_EXERCISE GOAL_
From the line containing "I need the junctions" through the last line of the records, print every line exactly and nothing more.

[Opening SOURCE MATERIAL section]

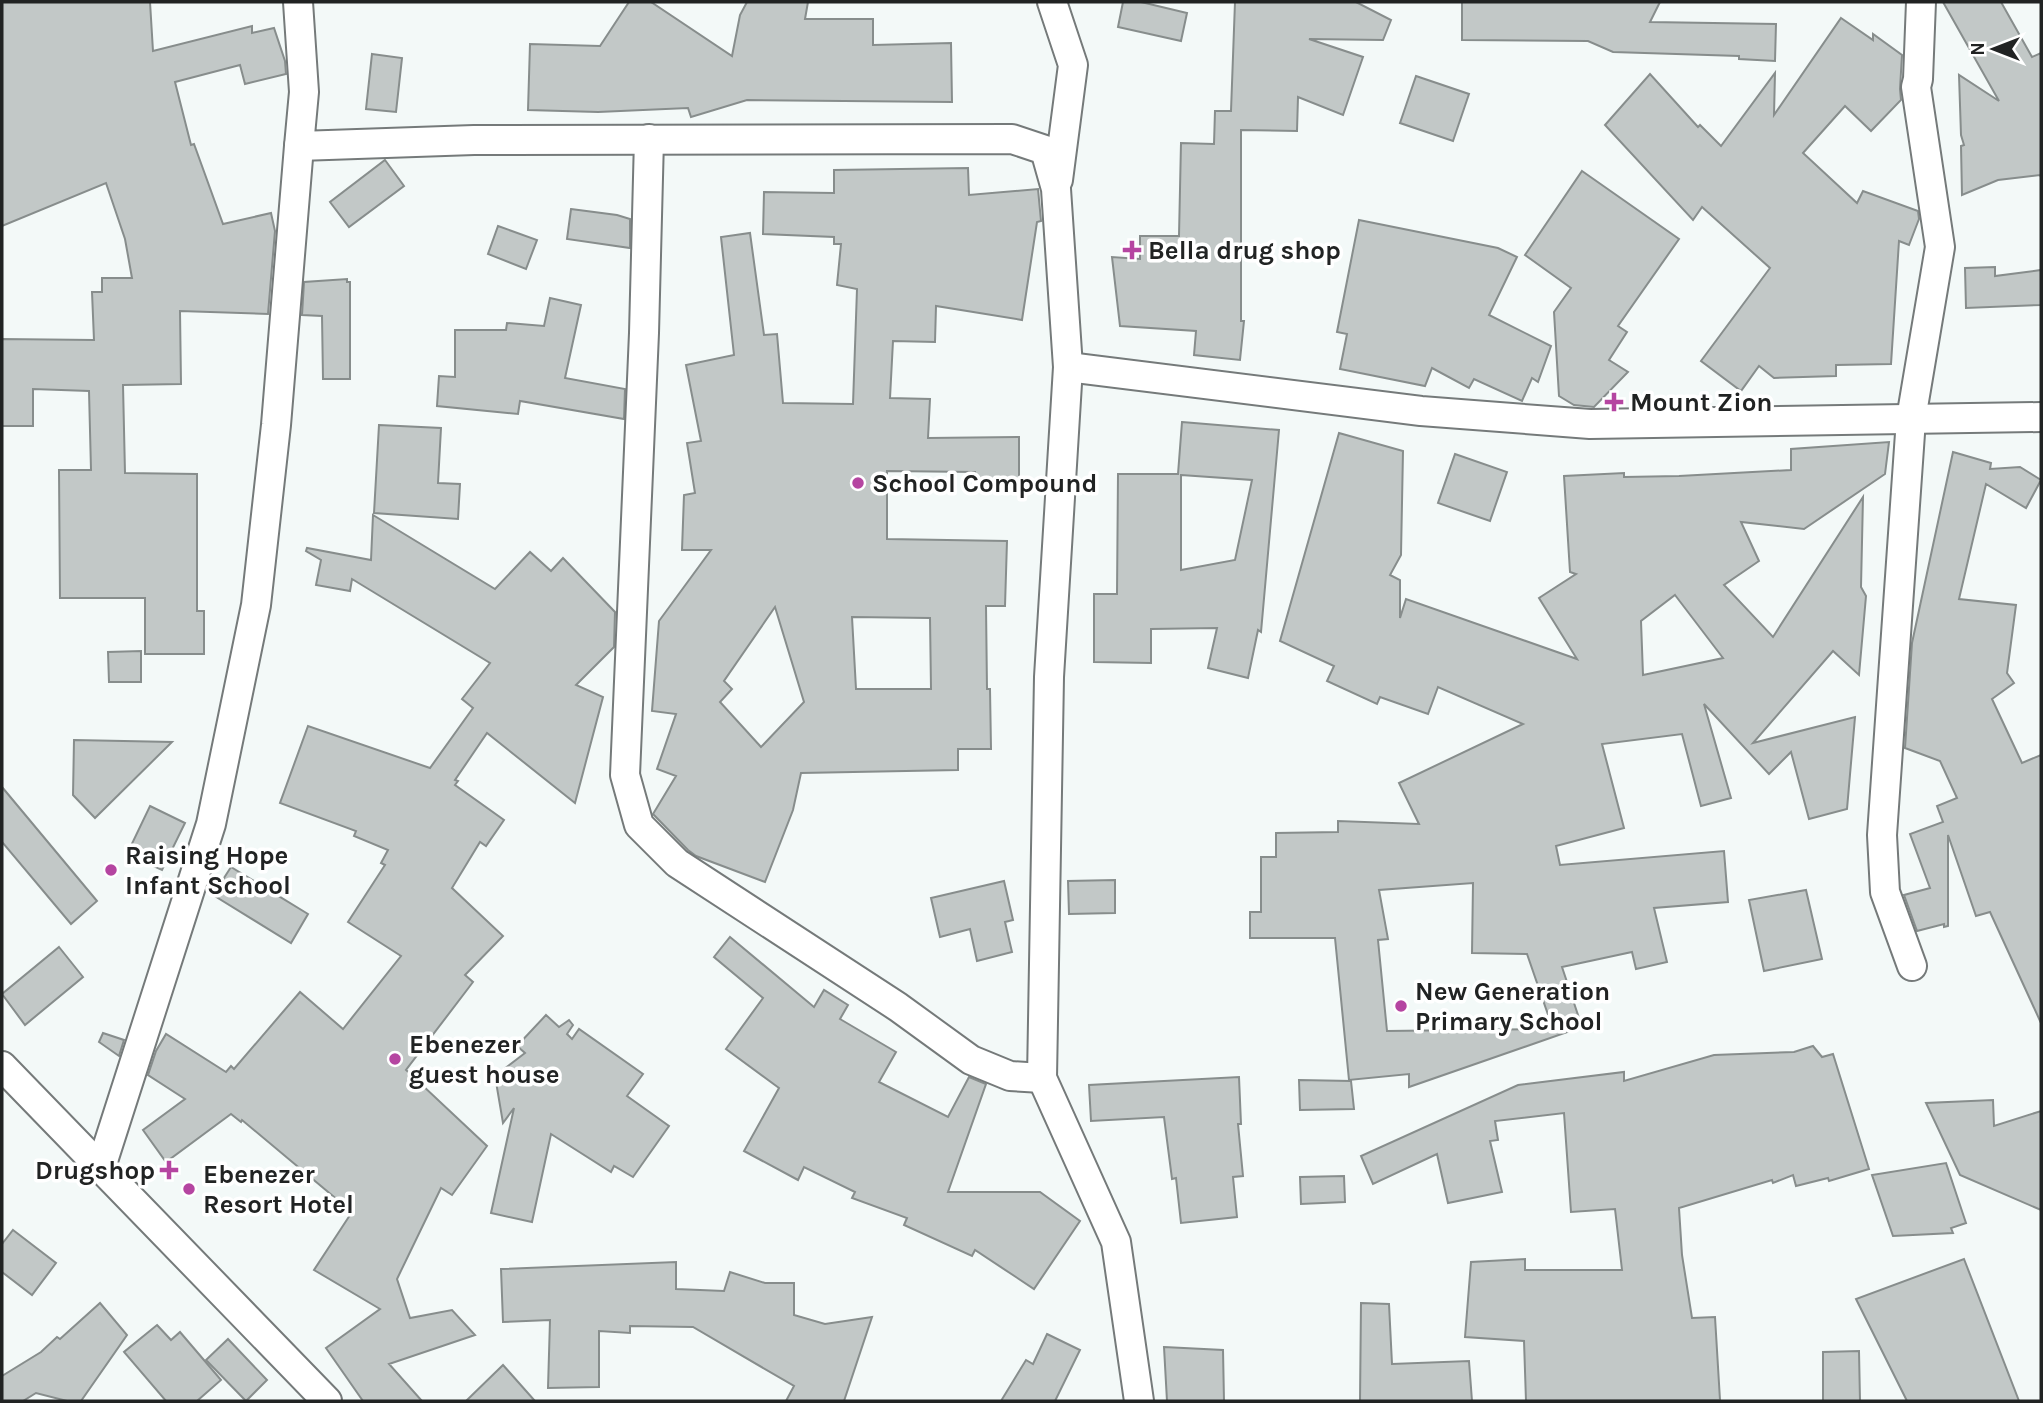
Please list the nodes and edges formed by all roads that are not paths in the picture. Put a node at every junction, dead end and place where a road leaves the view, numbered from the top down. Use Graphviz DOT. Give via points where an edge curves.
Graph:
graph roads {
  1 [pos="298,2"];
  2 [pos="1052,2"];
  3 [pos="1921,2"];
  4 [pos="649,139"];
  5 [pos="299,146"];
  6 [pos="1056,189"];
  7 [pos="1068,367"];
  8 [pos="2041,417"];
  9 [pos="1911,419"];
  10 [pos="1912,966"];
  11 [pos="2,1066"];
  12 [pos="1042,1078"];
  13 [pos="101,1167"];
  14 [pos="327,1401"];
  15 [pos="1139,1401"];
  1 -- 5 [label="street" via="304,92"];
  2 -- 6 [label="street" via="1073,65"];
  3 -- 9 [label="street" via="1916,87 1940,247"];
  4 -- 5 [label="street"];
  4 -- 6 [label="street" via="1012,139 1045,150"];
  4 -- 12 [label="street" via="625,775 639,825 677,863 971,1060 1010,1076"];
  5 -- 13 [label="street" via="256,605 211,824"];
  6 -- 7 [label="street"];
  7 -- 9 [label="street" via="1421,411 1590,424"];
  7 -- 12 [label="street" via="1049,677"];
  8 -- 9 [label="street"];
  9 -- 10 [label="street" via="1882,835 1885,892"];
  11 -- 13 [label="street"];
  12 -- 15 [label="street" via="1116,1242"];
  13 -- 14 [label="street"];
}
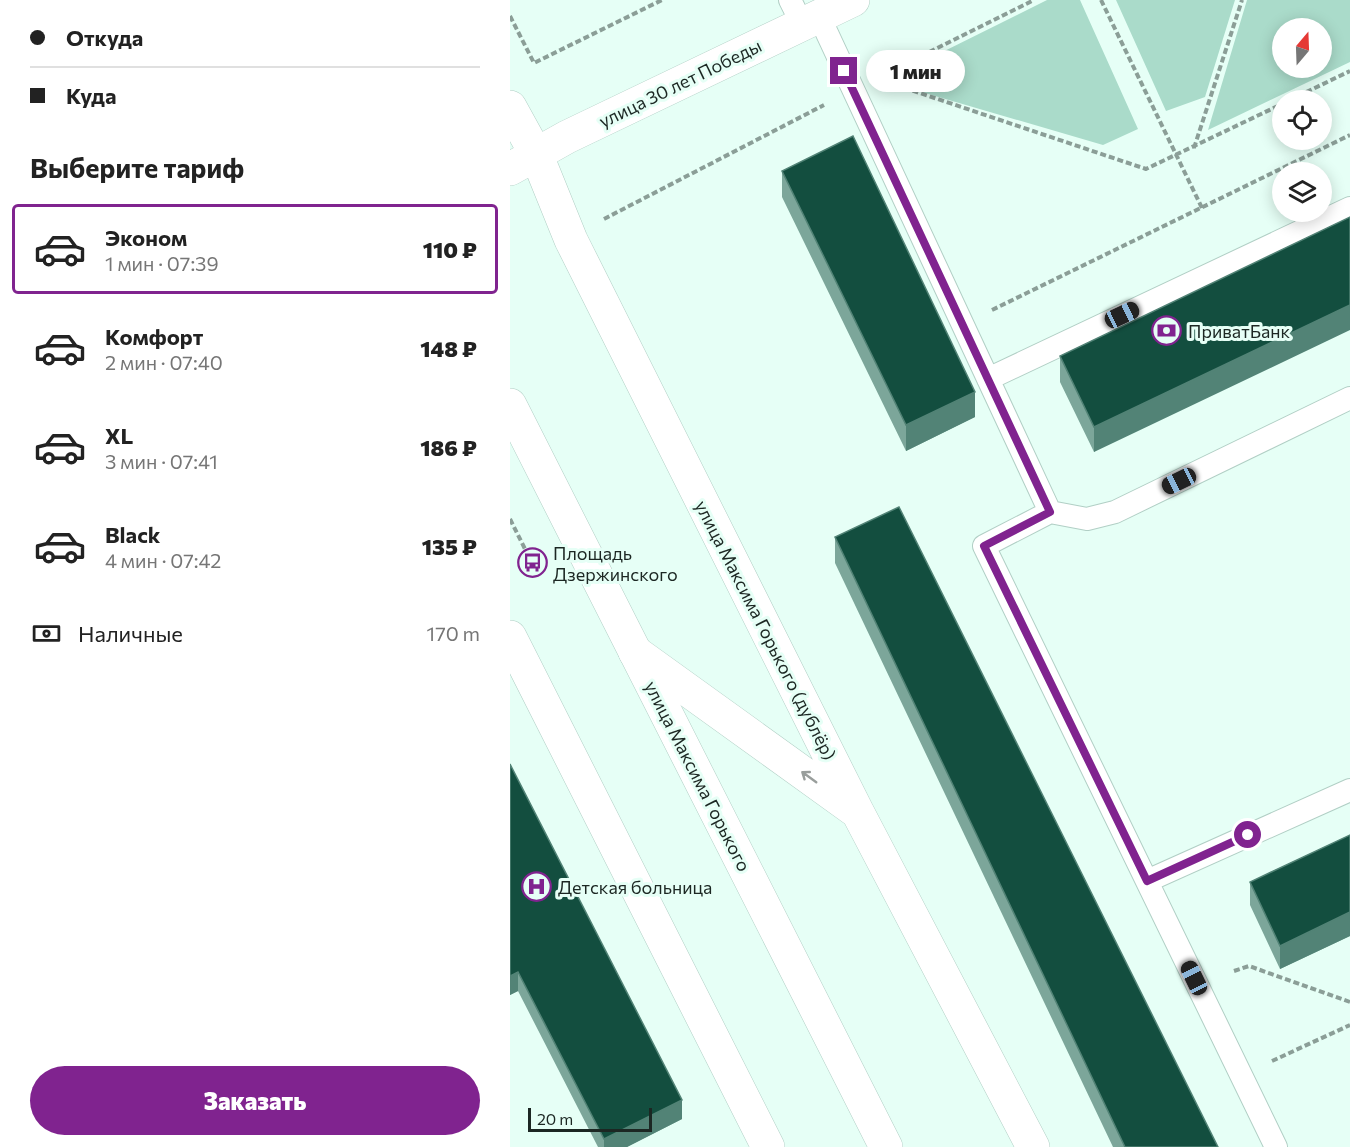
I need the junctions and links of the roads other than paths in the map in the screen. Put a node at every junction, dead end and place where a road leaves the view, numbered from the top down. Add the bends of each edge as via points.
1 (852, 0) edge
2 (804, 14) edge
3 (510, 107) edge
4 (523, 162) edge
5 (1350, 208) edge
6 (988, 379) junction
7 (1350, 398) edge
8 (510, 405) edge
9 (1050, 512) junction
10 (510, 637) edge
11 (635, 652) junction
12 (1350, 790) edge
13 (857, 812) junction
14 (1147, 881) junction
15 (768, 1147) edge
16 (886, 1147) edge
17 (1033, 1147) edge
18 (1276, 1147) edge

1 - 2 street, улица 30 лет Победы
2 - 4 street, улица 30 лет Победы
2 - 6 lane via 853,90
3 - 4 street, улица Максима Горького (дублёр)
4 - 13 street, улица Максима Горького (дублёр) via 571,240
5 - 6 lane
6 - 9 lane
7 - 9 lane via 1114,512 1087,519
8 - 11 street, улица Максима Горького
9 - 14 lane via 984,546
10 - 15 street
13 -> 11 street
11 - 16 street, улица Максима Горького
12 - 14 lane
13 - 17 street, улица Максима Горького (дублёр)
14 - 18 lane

[Closing SOURCE MATERIAL section]

_TASK OUTPUT_
I need the junctions and links of the roads other than paths in the map in the screen. Put a node at every junction, dead end and place where a road leaves the view, numbered from the top down. Add the bends of each edge as via points.
1 (852, 0) edge
2 (804, 14) edge
3 (510, 107) edge
4 (523, 162) edge
5 (1350, 208) edge
6 (988, 379) junction
7 (1350, 398) edge
8 (510, 405) edge
9 (1050, 512) junction
10 (510, 637) edge
11 (635, 652) junction
12 (1350, 790) edge
13 (857, 812) junction
14 (1147, 881) junction
15 (768, 1147) edge
16 (886, 1147) edge
17 (1033, 1147) edge
18 (1276, 1147) edge

1 - 2 street, улица 30 лет Победы
2 - 4 street, улица 30 лет Победы
2 - 6 lane via 853,90
3 - 4 street, улица Максима Горького (дублёр)
4 - 13 street, улица Максима Горького (дублёр) via 571,240
5 - 6 lane
6 - 9 lane
7 - 9 lane via 1114,512 1087,519
8 - 11 street, улица Максима Горького
9 - 14 lane via 984,546
10 - 15 street
13 -> 11 street
11 - 16 street, улица Максима Горького
12 - 14 lane
13 - 17 street, улица Максима Горького (дублёр)
14 - 18 lane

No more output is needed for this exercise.